[The most important conservative group to emerge in opposition to the New Deal was the American Liberty League, founded in 1934 by a group of businessmen—mostly Democrats who ironically had supported FDR in 1932.  One of the group’s leaders, Jouett Shouse, wrote the following to explain the reason for its existence.]


The Constitution of the United States amounts to a contract between the people and the officers of government: executive, legislative, and judicial. That contract del­egates to officials the power to do certain things and it forbids them to do certain other things.


Contracts may be modified or cancelled, but only by mutual consent or by methods specified in the contracts. The Federal Constitution contains adequate provisions for its own modification through the orderly processes of amendment. If the American people wish to change the form of their government from a federal republic with limited powers to an absolute dictatorship or to state socialism, they can do so by appropriate amendments to the Constitution. However, so far, they have done nothing of the kind, and the existing contract is still binding, whether it is ob­served or not.


One basic purpose of the American Lib­erty League is to see to it that this contract is complied with--faithfully, hon­estly, completely, and without evasion under the camouflage of giving new names to unconstitutional proposals....


The League’s aims are very definite. They are as public as it has been pos­sible to make them. They are embodied in its articles of incorporation as follows:


The particular business and objects of the Society shall be to defend and uphold the Constitution of the United States and to gather and disseminate information that (1) will teach the necessity of respect for the rights of persons and property as fundamental to every successful form of govern­ment and (2) will teach the duty of government to encourage and protect individual and group initiative and enterprise, to foster the right to work, earn, save and acquire property, and to preserve the ownership and lawful use of property when acquired.

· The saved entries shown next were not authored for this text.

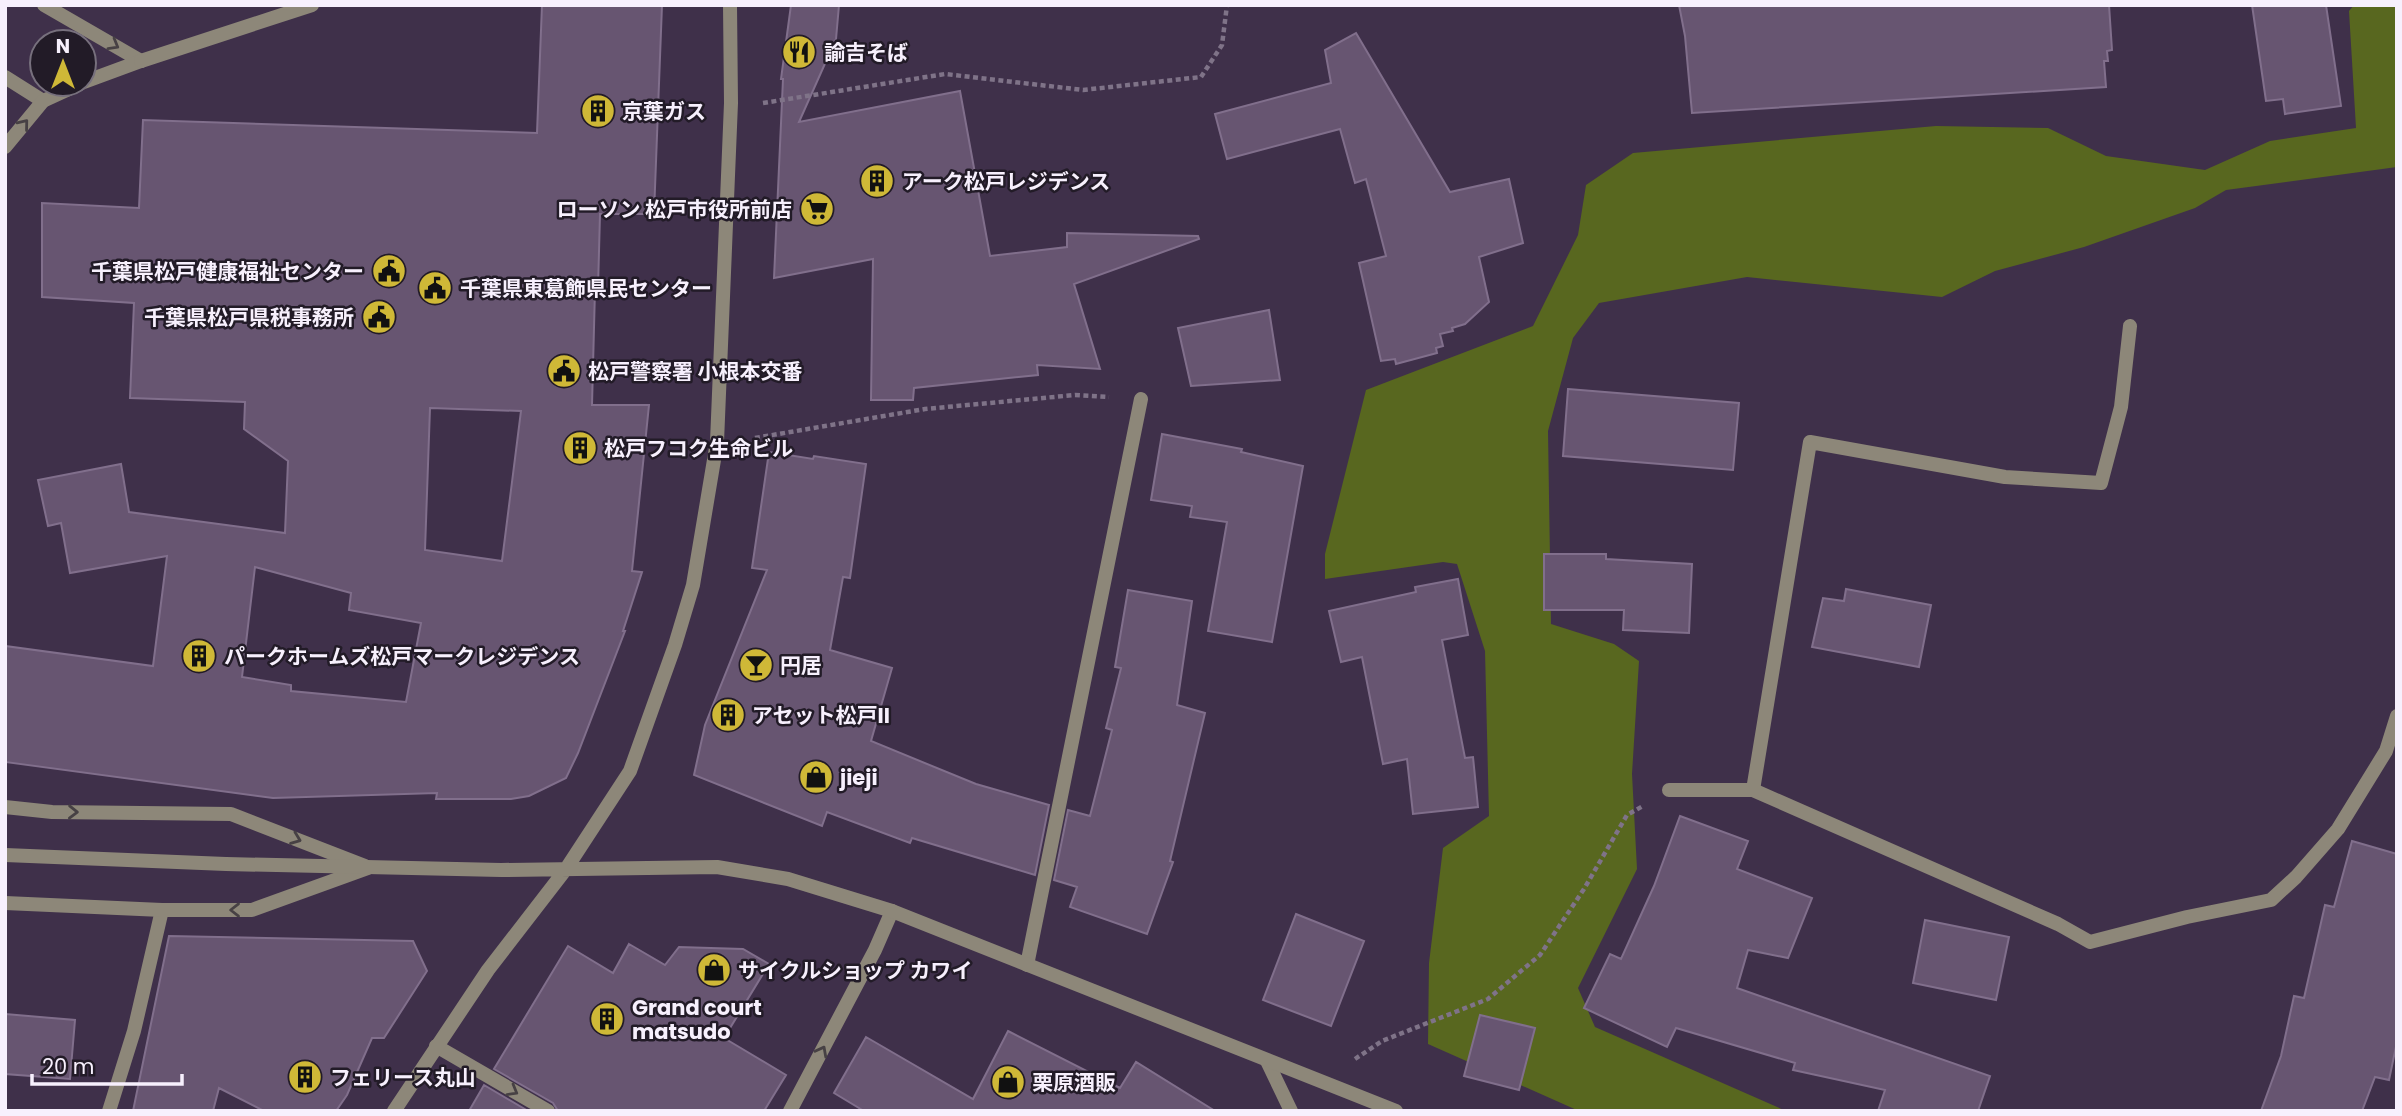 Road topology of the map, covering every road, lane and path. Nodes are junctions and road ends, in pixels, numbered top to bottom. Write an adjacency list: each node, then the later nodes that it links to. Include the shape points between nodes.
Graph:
1 (44, 5): 5 (street, one-way to 5)
2 (312, 5): 5 (street)
3 (730, 5): 10 (street)
4 (1227, 5): 10 (path, via 1222,45 1201,77 1083,90 945,74 774,102)
5 (141, 61): 7 (street)
6 (5, 77): 9 (street)
7 (98, 77)
8 (50, 98): 9 (street)
9 (43, 101): 11 (street, one-way to 9)
10 (731, 103): 21 (street, via 717,442 693,584 630,771)
11 (5, 147)
12 (2130, 326): 17 (street, via 2121,407 2101,483 2005,477 1810,442)
13 (1141, 399): 14 (path, via 1075,394 939,407); 25 (street)
14 (755, 438)
15 (2397, 716): 17 (street, via 2386,751 2338,829 2271,900 2090,942 2059,924)
16 (1669, 790): 17 (street); 28 (path, via 1627,815 1540,955 1488,999 1382,1041)
17 (1753, 790)
18 (5, 807): 20 (street, one-way to 20, via 52,812 231,814)
19 (5, 855): 20 (street)
20 (369, 867): 21 (street); 23 (street, one-way to 23, via 253,910)
21 (566, 869): 24 (street, via 717,867 788,879); 26 (street)
22 (5, 903): 23 (street)
23 (162, 910): 29 (street, via 135,1031)
24 (891, 911): 25 (street); 32 (street, one-way to 24)
25 (1027, 965): 27 (street)
26 (436, 1046): 30 (street); 31 (street, one-way to 31)
27 (1267, 1061): 28 (street); 33 (street)
28 (1320, 1083): 34 (street)
29 (109, 1111)
30 (394, 1111)
31 (548, 1111)
32 (790, 1111)
33 (1291, 1111)
34 (1396, 1111)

It will be noted that the statement of principles links the “rights of persons and property.” There is a very good reason for that conjunction. In the view of those who comprise the membership of the League the superficially drawn distinction between "human rights" and "property rights" is a catch-phrase and nothing more. The two so-called categories of rights are inseparable in any society short of Utopia or absolute communism. To protect a man’s so-called human rights and strip him of his property rights would be to issue him a fishing license and then pro­hibit him from baiting his hook.

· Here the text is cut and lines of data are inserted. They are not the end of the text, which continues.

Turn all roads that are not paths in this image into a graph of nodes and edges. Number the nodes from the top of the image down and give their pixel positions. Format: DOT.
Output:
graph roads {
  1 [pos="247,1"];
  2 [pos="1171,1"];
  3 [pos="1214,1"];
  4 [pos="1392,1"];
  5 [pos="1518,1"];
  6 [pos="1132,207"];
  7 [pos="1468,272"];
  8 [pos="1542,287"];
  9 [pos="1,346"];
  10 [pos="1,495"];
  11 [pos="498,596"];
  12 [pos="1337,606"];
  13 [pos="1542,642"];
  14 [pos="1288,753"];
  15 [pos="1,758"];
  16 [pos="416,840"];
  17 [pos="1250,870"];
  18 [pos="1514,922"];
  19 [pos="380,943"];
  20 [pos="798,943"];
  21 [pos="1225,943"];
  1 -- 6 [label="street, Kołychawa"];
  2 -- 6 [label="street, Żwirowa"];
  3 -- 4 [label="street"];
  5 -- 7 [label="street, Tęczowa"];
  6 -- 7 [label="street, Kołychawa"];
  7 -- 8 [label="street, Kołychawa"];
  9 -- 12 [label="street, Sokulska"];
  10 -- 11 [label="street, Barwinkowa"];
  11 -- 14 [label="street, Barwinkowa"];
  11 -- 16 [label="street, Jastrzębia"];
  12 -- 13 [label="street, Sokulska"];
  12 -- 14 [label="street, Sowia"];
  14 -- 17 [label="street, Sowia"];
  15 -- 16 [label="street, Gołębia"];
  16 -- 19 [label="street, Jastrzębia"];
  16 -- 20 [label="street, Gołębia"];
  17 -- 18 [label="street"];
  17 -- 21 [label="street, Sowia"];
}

Furthermore there is one very clear les­son to be learned from history--namely, that governmental disregard for property rights soon leads to disregard for other rights. A bureaucracy or despotism that robs citizens of their property does not like to be haunted by its victims.


The prevention of governmental en­croachments upon the rights of citizens was one of the principal reasons for the division of the Federal Government into the legislative, judicial and executive branches. Where one man, or one bureau, is lawmaker, prosecuting attorney, judge, jury, and sheriff, there is no protection for the citizen.

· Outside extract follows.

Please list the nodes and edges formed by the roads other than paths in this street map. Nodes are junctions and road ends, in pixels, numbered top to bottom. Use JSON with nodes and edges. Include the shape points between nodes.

There is no justification, under the traditional American system of govern­ment, for permitting an executive bureau to issue orders having the force of laws and subjecting citizens to criminal or civil penalties; there is no justification for per­mitting an executive official to take over the legislative prerogative of levying taxes and specifying the purposes and manner of disbursement of taxes.

The need for rigid observance of con­stitutional restrictions is always greater in emergencies than in more normal times because the emergencies produce constant pressure for disregard or evasion of limita­tions....


The American Liberty League believes that Congress, having been elected to represent the people, should not shirk its task by delegating authority to bureaus to promulgate arbitrary regulations having the force of laws. Likewise, the League believes that Congress should not attempt to delegate judicial power to executive bureaus. The courts of the nation and not government bureaus should pass upon questions of civil justice.


It is also the belief of the League that the right to authorize the spending of public funds and to raise revenue is solely the function of the legislative branch of the government and that balanced budgets and sound fiscal policies are possible only while Congress retains its full responsibility for the nature and manner of spending public money.